Problem description
An exact copy of every record is the required answer.

Collected data
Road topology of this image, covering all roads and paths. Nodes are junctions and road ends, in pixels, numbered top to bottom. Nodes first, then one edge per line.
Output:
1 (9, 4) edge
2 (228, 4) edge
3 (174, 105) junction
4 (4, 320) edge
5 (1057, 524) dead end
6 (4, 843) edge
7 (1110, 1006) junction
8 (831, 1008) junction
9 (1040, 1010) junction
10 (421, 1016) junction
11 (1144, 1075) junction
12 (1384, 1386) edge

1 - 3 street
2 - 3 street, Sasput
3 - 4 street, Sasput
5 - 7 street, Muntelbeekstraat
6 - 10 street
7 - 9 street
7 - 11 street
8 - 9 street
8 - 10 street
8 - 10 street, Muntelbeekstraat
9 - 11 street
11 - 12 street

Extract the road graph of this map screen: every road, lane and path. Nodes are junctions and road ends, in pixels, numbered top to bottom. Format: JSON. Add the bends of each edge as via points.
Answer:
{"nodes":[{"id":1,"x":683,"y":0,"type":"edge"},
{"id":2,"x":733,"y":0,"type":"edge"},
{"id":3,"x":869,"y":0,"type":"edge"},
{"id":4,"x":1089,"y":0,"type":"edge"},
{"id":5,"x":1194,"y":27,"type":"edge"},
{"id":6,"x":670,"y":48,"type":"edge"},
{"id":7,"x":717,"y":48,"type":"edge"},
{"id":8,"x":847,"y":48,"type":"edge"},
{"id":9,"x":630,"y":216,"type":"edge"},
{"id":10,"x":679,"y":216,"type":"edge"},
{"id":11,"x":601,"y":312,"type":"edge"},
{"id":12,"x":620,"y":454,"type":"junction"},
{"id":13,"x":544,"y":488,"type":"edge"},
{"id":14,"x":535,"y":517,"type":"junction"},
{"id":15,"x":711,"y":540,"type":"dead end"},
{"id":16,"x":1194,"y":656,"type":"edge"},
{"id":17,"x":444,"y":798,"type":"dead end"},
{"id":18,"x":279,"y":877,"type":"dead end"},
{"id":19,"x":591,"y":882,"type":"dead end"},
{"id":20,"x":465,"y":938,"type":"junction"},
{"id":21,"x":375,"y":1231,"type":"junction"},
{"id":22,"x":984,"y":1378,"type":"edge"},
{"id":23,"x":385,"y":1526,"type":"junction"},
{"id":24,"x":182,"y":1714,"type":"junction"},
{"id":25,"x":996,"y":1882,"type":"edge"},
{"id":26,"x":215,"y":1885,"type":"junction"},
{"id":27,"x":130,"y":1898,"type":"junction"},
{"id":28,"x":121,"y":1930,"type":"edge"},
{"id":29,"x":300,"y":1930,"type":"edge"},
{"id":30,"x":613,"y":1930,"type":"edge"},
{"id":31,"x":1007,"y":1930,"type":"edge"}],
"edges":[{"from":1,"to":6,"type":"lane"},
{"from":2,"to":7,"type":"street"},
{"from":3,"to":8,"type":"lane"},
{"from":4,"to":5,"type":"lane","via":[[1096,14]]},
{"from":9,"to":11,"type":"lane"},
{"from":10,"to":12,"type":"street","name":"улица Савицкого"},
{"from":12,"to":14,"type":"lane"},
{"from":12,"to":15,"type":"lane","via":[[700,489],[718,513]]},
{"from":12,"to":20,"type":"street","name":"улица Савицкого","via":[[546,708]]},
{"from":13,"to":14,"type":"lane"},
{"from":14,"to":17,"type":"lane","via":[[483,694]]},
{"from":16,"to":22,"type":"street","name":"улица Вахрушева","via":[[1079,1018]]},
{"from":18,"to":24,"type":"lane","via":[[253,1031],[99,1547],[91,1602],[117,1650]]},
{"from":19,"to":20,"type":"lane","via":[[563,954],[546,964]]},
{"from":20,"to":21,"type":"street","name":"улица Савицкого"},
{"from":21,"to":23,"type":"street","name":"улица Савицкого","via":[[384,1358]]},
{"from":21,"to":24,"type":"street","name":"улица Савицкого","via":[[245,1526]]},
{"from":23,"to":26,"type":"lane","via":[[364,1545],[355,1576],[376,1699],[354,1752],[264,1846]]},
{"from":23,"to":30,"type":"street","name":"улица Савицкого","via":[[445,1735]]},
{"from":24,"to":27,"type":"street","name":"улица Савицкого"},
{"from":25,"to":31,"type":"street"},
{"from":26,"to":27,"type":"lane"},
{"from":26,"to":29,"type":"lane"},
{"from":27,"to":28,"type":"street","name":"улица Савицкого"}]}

Solution below
Road topology of this image, covering all roads and paths. Nodes are junctions and road ends, in pixels, numbered top to bottom. Nodes first, then one edge per line.
Output:
1 (9, 4) edge
2 (228, 4) edge
3 (174, 105) junction
4 (4, 320) edge
5 (1057, 524) dead end
6 (4, 843) edge
7 (1110, 1006) junction
8 (831, 1008) junction
9 (1040, 1010) junction
10 (421, 1016) junction
11 (1144, 1075) junction
12 (1384, 1386) edge

1 - 3 street
2 - 3 street, Sasput
3 - 4 street, Sasput
5 - 7 street, Muntelbeekstraat
6 - 10 street
7 - 9 street
7 - 11 street
8 - 9 street
8 - 10 street
8 - 10 street, Muntelbeekstraat
9 - 11 street
11 - 12 street

Extract the road graph of this map screen: every road, lane and path. Nodes are junctions and road ends, in pixels, numbered top to bottom. Format: JSON. Add the bends of each edge as via points.
Answer:
{"nodes":[{"id":1,"x":683,"y":0,"type":"edge"},
{"id":2,"x":733,"y":0,"type":"edge"},
{"id":3,"x":869,"y":0,"type":"edge"},
{"id":4,"x":1089,"y":0,"type":"edge"},
{"id":5,"x":1194,"y":27,"type":"edge"},
{"id":6,"x":670,"y":48,"type":"edge"},
{"id":7,"x":717,"y":48,"type":"edge"},
{"id":8,"x":847,"y":48,"type":"edge"},
{"id":9,"x":630,"y":216,"type":"edge"},
{"id":10,"x":679,"y":216,"type":"edge"},
{"id":11,"x":601,"y":312,"type":"edge"},
{"id":12,"x":620,"y":454,"type":"junction"},
{"id":13,"x":544,"y":488,"type":"edge"},
{"id":14,"x":535,"y":517,"type":"junction"},
{"id":15,"x":711,"y":540,"type":"dead end"},
{"id":16,"x":1194,"y":656,"type":"edge"},
{"id":17,"x":444,"y":798,"type":"dead end"},
{"id":18,"x":279,"y":877,"type":"dead end"},
{"id":19,"x":591,"y":882,"type":"dead end"},
{"id":20,"x":465,"y":938,"type":"junction"},
{"id":21,"x":375,"y":1231,"type":"junction"},
{"id":22,"x":984,"y":1378,"type":"edge"},
{"id":23,"x":385,"y":1526,"type":"junction"},
{"id":24,"x":182,"y":1714,"type":"junction"},
{"id":25,"x":996,"y":1882,"type":"edge"},
{"id":26,"x":215,"y":1885,"type":"junction"},
{"id":27,"x":130,"y":1898,"type":"junction"},
{"id":28,"x":121,"y":1930,"type":"edge"},
{"id":29,"x":300,"y":1930,"type":"edge"},
{"id":30,"x":613,"y":1930,"type":"edge"},
{"id":31,"x":1007,"y":1930,"type":"edge"}],
"edges":[{"from":1,"to":6,"type":"lane"},
{"from":2,"to":7,"type":"street"},
{"from":3,"to":8,"type":"lane"},
{"from":4,"to":5,"type":"lane","via":[[1096,14]]},
{"from":9,"to":11,"type":"lane"},
{"from":10,"to":12,"type":"street","name":"улица Савицкого"},
{"from":12,"to":14,"type":"lane"},
{"from":12,"to":15,"type":"lane","via":[[700,489],[718,513]]},
{"from":12,"to":20,"type":"street","name":"улица Савицкого","via":[[546,708]]},
{"from":13,"to":14,"type":"lane"},
{"from":14,"to":17,"type":"lane","via":[[483,694]]},
{"from":16,"to":22,"type":"street","name":"улица Вахрушева","via":[[1079,1018]]},
{"from":18,"to":24,"type":"lane","via":[[253,1031],[99,1547],[91,1602],[117,1650]]},
{"from":19,"to":20,"type":"lane","via":[[563,954],[546,964]]},
{"from":20,"to":21,"type":"street","name":"улица Савицкого"},
{"from":21,"to":23,"type":"street","name":"улица Савицкого","via":[[384,1358]]},
{"from":21,"to":24,"type":"street","name":"улица Савицкого","via":[[245,1526]]},
{"from":23,"to":26,"type":"lane","via":[[364,1545],[355,1576],[376,1699],[354,1752],[264,1846]]},
{"from":23,"to":30,"type":"street","name":"улица Савицкого","via":[[445,1735]]},
{"from":24,"to":27,"type":"street","name":"улица Савицкого"},
{"from":25,"to":31,"type":"street"},
{"from":26,"to":27,"type":"lane"},
{"from":26,"to":29,"type":"lane"},
{"from":27,"to":28,"type":"street","name":"улица Савицкого"}]}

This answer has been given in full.